Dnia 14 stycznia 2013 r. wszczęto śledztwo w sprawie przywłaszczenia w okresie od daty bliżej nieustalonej do 21 listopada 2012 r. w B., w woj. (...) praw majątkowych do działki gruntu nr (...), obręb (...)i powierzchni 0,5008 ha o wartości 350 000 zł na szkodę H. J. (1), wskazując w uzasadnieniu, że działka została przywłaszczona przez spadkobierców. W toku postępowania przesłuchano świadków. H. O. córka K. G. zeznała, że po śmierci M. W. (1) tylko M. W. (2) użytkował ziemię i opłacał podatki, a H. J. (1) nie interesowała się polem. Powyższe potwierdził J. O.. Postanowieniem z dnia 14 lutego 2012 r. prokurator Prokuratury Rejonowej w B. - (...)zatwierdził postanowienie o umorzeniu śledztwa w sprawie wobec braku ustawowych znamion czynu zabronionego. Prokurator ustalił, że jako właściciel działki nr (...) wpisana wówczas była B. W. na podstawie AWZ wydanego na rzecz jej ojca i postanowienia o stwierdzeniu nabycia spadku po M. W. (2).

Postanowieniem z dnia 6 maja 2013 r. Sąd Rejonowy w B. w sprawie(...) zażalenia H. J. (1) nie uwzględnił i zaskarżone postanowienie utrzymał w mocy. Sąd stwierdził, że brak jest jakichkolwiek podstaw do kwestionowania ustalenia, że B. W. była właścicielką nieruchomości.
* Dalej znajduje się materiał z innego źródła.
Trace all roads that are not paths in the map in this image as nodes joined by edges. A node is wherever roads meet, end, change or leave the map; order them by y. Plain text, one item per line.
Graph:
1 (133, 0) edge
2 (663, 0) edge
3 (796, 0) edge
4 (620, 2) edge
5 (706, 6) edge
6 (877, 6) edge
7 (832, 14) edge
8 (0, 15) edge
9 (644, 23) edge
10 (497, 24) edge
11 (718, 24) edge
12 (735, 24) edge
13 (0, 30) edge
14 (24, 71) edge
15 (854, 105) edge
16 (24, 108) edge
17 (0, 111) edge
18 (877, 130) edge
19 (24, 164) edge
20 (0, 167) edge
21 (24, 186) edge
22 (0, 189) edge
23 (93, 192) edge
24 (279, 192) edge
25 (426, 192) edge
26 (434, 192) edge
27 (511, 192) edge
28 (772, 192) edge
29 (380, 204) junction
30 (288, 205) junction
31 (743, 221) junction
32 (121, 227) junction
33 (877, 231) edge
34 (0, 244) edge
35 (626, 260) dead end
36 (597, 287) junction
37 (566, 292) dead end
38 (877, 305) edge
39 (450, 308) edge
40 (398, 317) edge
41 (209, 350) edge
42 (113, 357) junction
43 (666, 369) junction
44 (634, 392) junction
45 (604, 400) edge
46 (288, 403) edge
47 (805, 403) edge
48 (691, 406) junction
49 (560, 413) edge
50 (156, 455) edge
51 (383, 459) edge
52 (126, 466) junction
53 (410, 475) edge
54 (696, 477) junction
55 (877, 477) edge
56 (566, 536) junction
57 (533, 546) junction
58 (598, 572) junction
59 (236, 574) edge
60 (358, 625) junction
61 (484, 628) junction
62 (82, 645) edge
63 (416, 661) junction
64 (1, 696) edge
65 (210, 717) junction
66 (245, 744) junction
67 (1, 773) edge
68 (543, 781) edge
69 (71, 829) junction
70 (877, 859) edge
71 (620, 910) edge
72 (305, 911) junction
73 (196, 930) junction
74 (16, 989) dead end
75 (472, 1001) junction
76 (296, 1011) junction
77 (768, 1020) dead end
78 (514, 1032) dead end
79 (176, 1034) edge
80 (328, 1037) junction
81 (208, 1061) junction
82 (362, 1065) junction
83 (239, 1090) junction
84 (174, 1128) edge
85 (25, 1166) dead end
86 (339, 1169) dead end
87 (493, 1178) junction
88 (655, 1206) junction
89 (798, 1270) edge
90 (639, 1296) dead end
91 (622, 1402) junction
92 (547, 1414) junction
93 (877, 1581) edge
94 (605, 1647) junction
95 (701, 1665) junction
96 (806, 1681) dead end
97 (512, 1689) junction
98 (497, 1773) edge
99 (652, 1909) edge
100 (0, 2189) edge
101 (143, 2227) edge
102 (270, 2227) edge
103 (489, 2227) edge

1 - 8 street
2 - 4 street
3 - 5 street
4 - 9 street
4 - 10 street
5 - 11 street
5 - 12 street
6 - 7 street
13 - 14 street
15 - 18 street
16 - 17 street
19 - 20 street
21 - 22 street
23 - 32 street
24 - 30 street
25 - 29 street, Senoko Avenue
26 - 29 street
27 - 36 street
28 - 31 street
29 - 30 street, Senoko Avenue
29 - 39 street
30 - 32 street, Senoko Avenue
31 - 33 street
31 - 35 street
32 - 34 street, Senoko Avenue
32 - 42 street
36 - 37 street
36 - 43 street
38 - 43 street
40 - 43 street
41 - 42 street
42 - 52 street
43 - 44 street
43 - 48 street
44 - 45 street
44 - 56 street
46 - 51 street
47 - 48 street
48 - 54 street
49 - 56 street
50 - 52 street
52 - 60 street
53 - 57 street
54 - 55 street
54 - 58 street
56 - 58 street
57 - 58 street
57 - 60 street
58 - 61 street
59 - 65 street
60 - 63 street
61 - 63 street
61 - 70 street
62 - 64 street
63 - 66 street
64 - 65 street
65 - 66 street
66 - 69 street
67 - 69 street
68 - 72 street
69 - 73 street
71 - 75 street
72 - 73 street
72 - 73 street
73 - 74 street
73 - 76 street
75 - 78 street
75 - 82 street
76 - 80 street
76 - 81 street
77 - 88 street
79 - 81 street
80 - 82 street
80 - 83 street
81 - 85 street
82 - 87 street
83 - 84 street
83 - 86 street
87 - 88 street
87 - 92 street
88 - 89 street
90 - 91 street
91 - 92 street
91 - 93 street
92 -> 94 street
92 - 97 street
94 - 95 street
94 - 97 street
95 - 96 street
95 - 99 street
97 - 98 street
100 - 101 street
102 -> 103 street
H. J. (1) kilkukrotnie składała pisma, w których domagała się prowadzenia w dalszym ciągu postępowania karnego. Na powyższe pisma kierowano do niej odpowiedzi, w których Prokuratura wyjaśniała, że pisma nie zawierają żadnych nowych okoliczności i argumentów podważających zasadność podjętej przez Prokuratora decyzji w dniu 14 lutego 2012 r.

H. J. (1) żądała także wznowienia postępowania przed Sądem w sprawie sygn. akt (...)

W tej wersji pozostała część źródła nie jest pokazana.